* [Data]
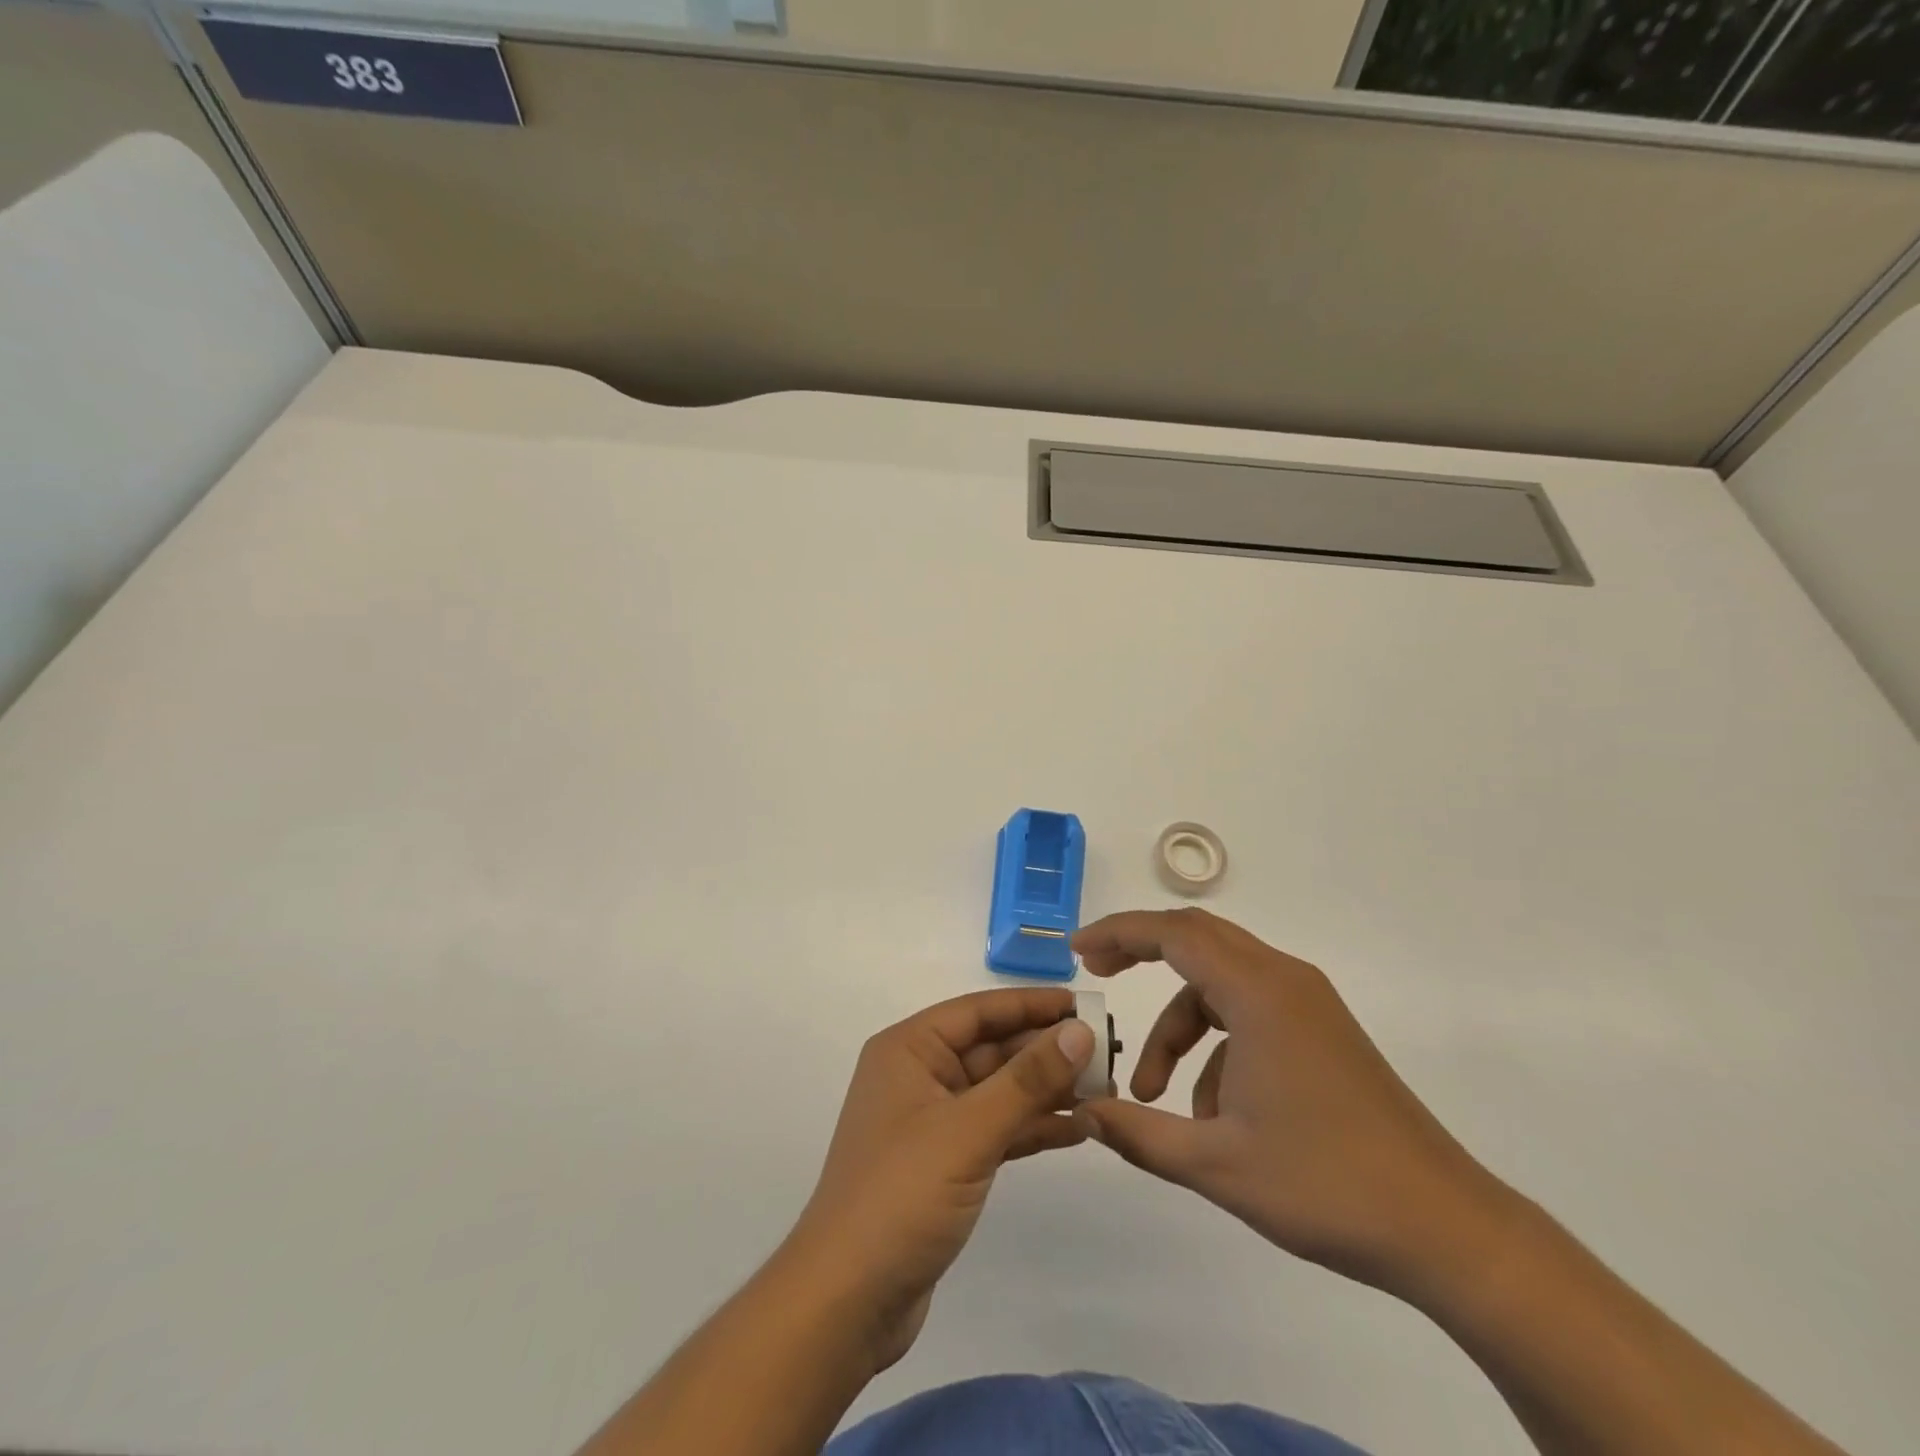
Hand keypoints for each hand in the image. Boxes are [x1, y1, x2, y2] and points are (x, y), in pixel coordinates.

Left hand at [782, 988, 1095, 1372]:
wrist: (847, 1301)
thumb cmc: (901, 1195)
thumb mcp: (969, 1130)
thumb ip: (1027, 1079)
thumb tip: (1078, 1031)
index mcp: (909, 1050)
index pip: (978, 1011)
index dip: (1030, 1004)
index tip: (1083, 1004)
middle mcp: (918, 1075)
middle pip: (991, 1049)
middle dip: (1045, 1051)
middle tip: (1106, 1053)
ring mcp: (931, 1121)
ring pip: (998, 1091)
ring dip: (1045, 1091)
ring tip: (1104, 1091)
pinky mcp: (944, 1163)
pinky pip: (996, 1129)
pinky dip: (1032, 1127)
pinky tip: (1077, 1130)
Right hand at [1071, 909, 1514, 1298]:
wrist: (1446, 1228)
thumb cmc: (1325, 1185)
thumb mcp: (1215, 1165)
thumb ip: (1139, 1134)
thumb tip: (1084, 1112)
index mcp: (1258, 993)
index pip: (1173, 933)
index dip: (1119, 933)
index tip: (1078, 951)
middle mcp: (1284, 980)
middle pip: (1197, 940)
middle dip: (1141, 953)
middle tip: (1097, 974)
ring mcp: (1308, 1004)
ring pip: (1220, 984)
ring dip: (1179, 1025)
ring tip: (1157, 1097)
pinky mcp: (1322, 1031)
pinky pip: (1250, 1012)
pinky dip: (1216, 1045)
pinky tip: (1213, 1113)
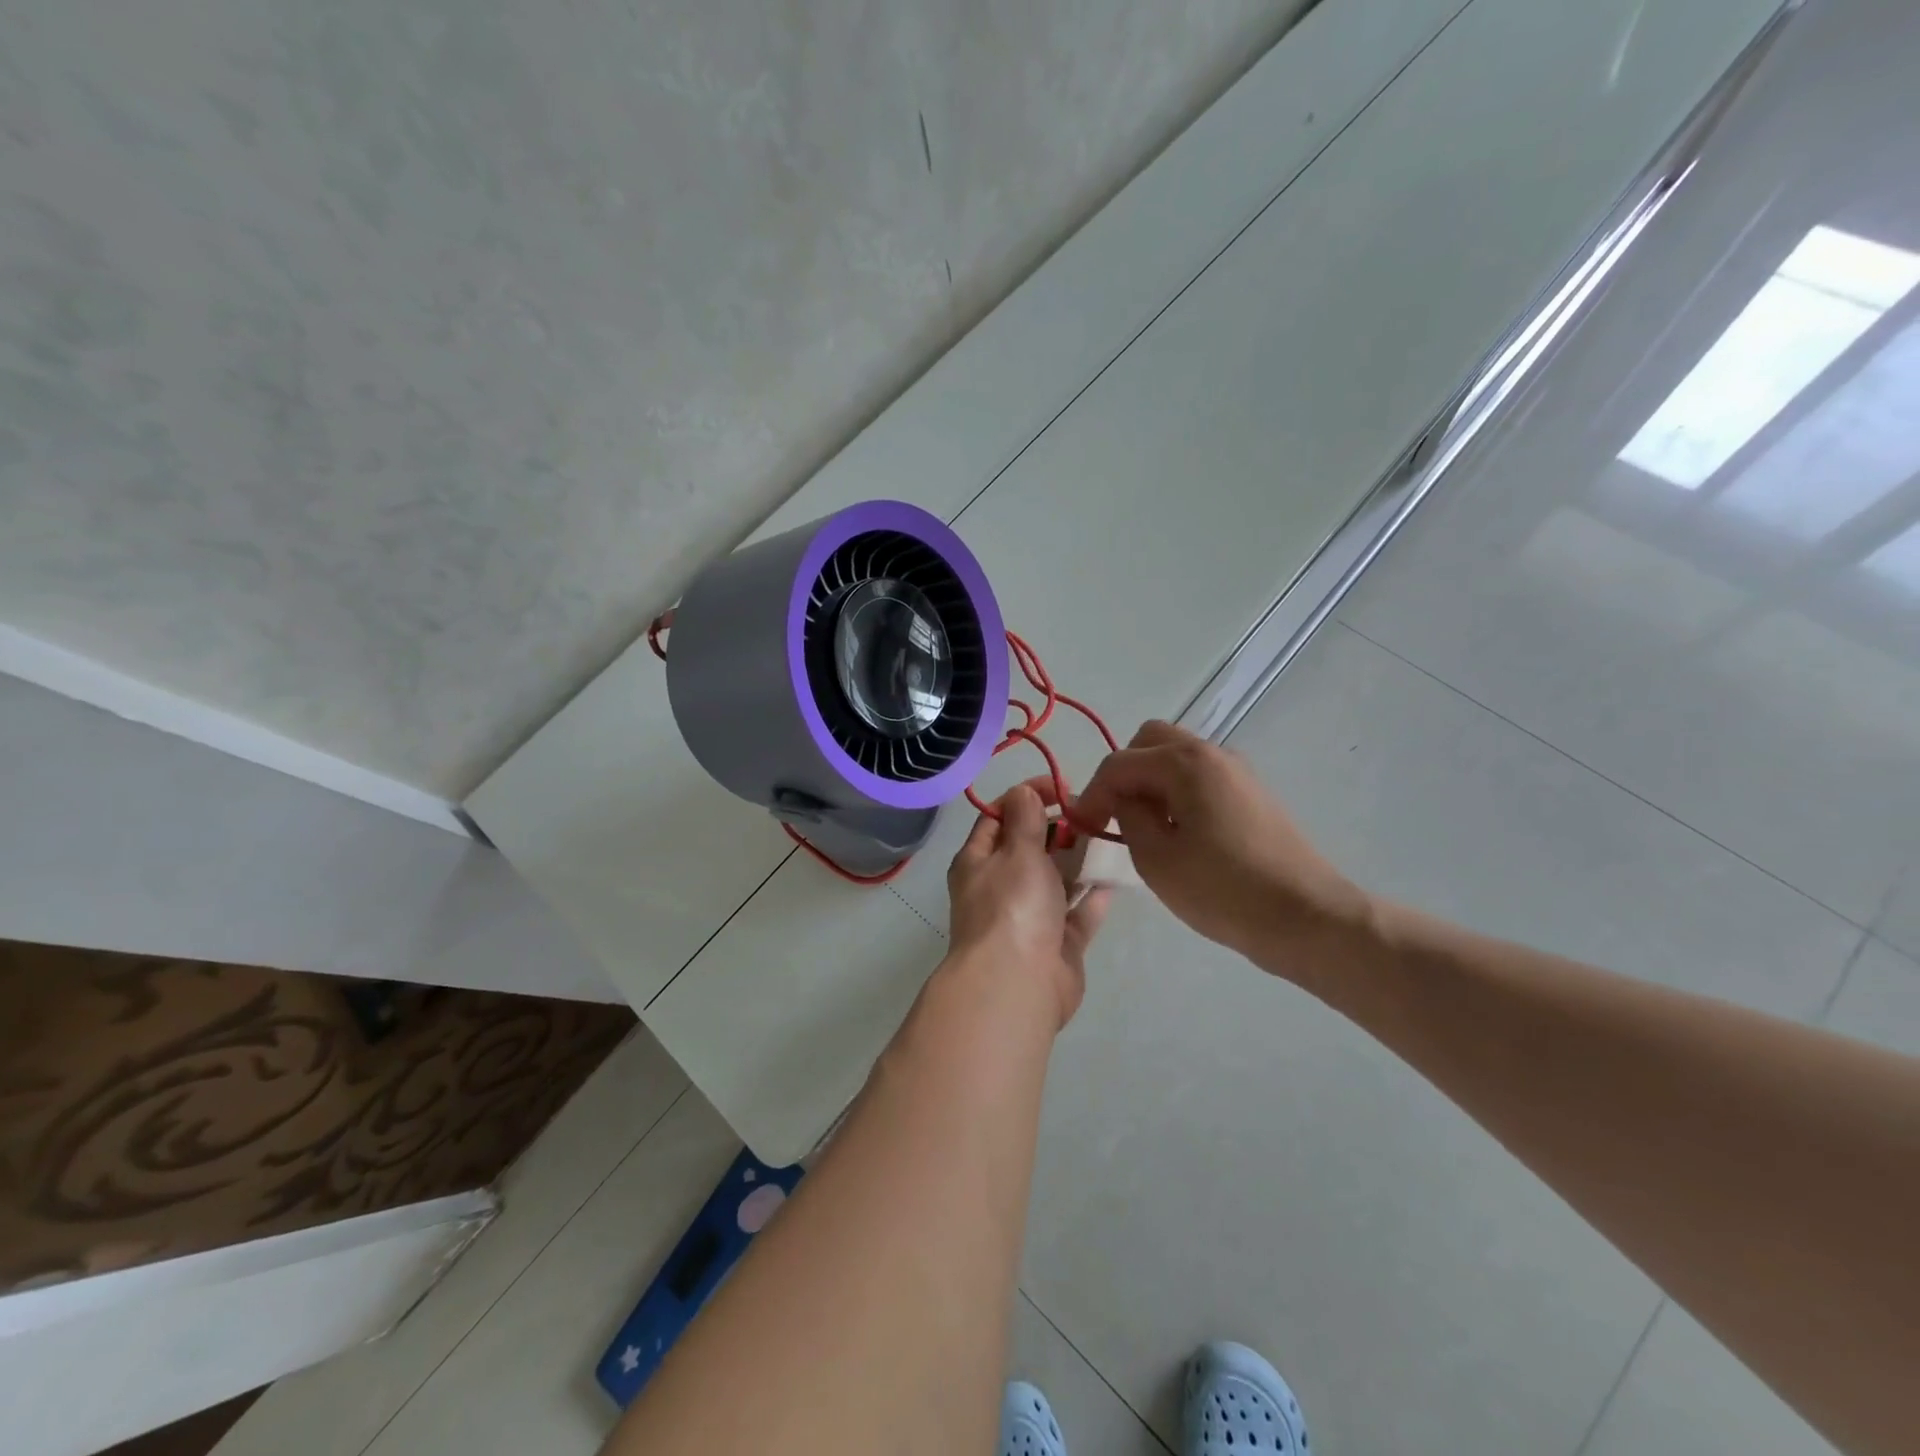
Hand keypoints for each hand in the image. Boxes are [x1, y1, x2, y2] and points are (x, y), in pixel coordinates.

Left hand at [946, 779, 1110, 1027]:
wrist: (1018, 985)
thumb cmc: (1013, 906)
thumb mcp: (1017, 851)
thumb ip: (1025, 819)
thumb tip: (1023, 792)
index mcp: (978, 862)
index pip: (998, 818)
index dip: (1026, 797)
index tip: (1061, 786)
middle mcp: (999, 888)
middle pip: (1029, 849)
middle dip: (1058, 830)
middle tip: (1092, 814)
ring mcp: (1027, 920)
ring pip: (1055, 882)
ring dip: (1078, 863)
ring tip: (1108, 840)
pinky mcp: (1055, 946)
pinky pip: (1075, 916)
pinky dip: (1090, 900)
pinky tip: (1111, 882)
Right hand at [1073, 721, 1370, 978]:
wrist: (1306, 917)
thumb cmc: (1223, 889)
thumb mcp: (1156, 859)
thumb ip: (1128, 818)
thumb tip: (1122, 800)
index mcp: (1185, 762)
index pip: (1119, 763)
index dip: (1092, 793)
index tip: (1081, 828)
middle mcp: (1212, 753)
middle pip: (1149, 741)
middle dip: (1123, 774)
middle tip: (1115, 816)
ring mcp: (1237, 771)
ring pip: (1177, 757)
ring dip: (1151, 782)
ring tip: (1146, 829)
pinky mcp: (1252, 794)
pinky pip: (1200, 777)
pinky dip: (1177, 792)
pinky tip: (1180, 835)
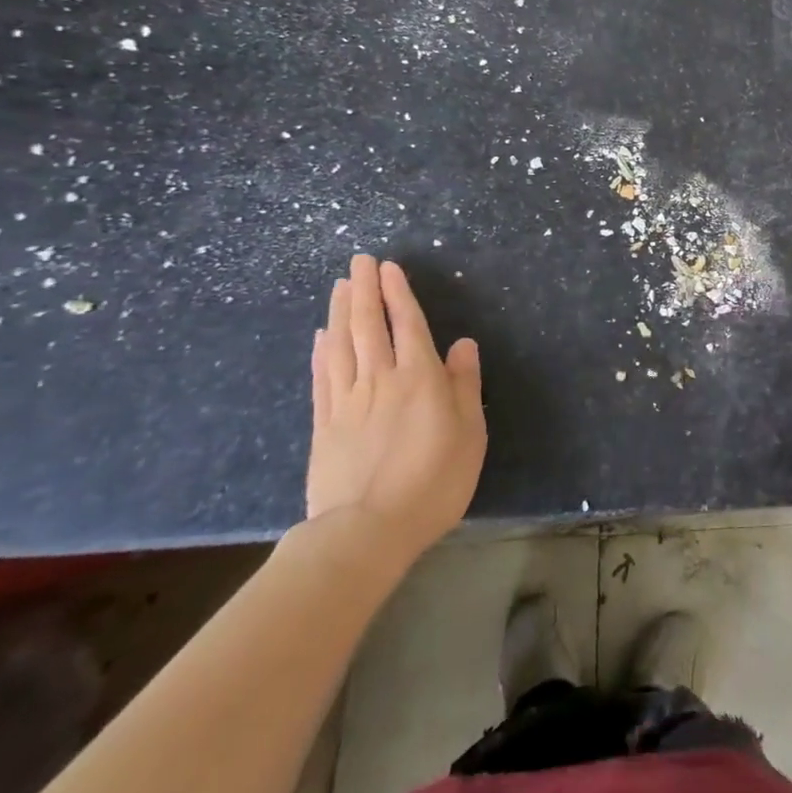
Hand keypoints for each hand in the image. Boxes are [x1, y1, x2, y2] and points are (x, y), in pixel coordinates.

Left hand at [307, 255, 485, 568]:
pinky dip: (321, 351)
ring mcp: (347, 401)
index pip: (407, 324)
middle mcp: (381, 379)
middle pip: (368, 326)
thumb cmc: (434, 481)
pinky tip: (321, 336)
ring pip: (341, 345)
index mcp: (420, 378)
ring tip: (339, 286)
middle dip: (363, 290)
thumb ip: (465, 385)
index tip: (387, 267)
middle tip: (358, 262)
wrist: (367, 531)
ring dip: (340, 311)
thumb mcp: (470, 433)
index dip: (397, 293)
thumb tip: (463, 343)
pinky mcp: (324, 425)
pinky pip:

* [What to work on]
Copy out the entries verbatim, but skip every picture.

* [Result of this task]
Hand keypoints for each hand in the image. Boxes are [x1, y1, x2, y2] and points are (x, y), in pixel coordinates.

Left hand at [782, 988, 1095, 1372]:
wrist: (847, 1301)
thumb cmc: (901, 1195)
thumb mcp: (969, 1130)
thumb ip: (1027, 1079)
thumb tip: (1078, 1031)
index mcp: (909, 1050)
index pip: (978, 1011)
index dip: (1030, 1004)
index tip: (1083, 1004)
middle mcp: (918, 1075)
middle pip: (991, 1049)
middle dip: (1045, 1051)
middle tip: (1106, 1053)
ring mcp: (931, 1121)
ring pip: (998, 1091)
ring dip: (1045, 1091)
ring tip: (1104, 1091)
pinky mcp: (944, 1163)
pinky pip: (996, 1129)
pinky dip: (1032, 1127)
pinky tip: (1077, 1130)
Right hand at [1071, 909, 1514, 1298]:
wrist: (1446, 1228)
thumb cmc: (1325, 1185)
thumb mcp: (1215, 1165)
thumb ip: (1139, 1134)
thumb tip: (1084, 1112)
index mcp: (1258, 993)
index pip: (1173, 933)
index dip: (1119, 933)
index tip: (1078, 951)
middle mcp: (1284, 980)
middle pip: (1197, 940)
middle dip: (1141, 953)
middle tip: (1097, 974)
ring mcp: (1308, 1004)
ring pip: (1220, 984)
ring dip: (1179, 1025)
ring tip: (1157, 1097)
pinky mcp: (1322, 1031)
pinky pip: (1250, 1012)
pinky dip: (1216, 1045)
pinky tip: (1213, 1113)
Hand keypoints for each hand in the image. Boxes are [x1, y1, x2, y2] and points are (x, y), in pixel coordinates.

Left hand at [946, 779, 1110, 1027]:
wrist: (1018, 985)
thumb cmc: (1013, 906)
thumb mcp: (1017, 851)
thumb ip: (1025, 819)
thumb tip: (1023, 792)
index mcp: (978, 862)
index pip: (998, 818)
index dip: (1026, 797)
index tip: (1061, 786)
middle mcp: (999, 888)
middle pip: (1029, 849)
middle dip: (1058, 830)
middle tip: (1092, 814)
ring mcp: (1027, 920)
ring pip: (1055, 882)
ring dip: (1078, 863)
ring tip: (1108, 840)
pinky mcp: (1055, 946)
pinky pip: (1075, 916)
pinky dip: (1090, 900)
pinky tip: (1111, 882)
Right hand at [1073, 721, 1370, 978]:
wrist: (1306, 917)
thumb cmc: (1223, 889)
thumb mcp: (1156, 859)
thumb ip: (1128, 818)
thumb tip: (1122, 800)
index mcp: (1185, 762)
index pip: (1119, 763)
index dip: (1092, 793)
index tip: (1081, 828)
middle mcp: (1212, 753)
middle pip: (1149, 741)
middle dip: (1123, 774)
middle tip: (1115, 816)
ring mcp: (1237, 771)
ring pip: (1177, 757)
ring dip: (1151, 782)
ring tip: (1146, 829)
pinky mcp: (1252, 794)
pinky pip: (1200, 777)
pinky dip: (1177, 792)
pinky tip: (1180, 835)
Hand keypoints for each hand in the image. Boxes are [x1, y1, x2, y2] and points are (x, y), in pixel coordinates.

Left hand at [307, 255, 485, 568]:
pinky dip: (321, 351)
ring mcp: (347, 401)
index pip: (407, 324)
middle mcp: (381, 379)
middle pip: (368, 326)
thumb cmc: (434, 481)
pinky tip: (321, 336)
ring pip: (341, 345)
index mcp: (420, 378)
ring tip: (339, 286)
middle dip: (363, 290)
thumb ip: (465, 385)
index tip: (387, 267)
middle tip: (358, 262)
wrist: (367, 531)
ring dip: (340, 311)
thumb mcp: (470, 433)
index dip: (397, 293)
thumb tip: (463, 343)
pinky mcp: (324, 425)
pinky pip:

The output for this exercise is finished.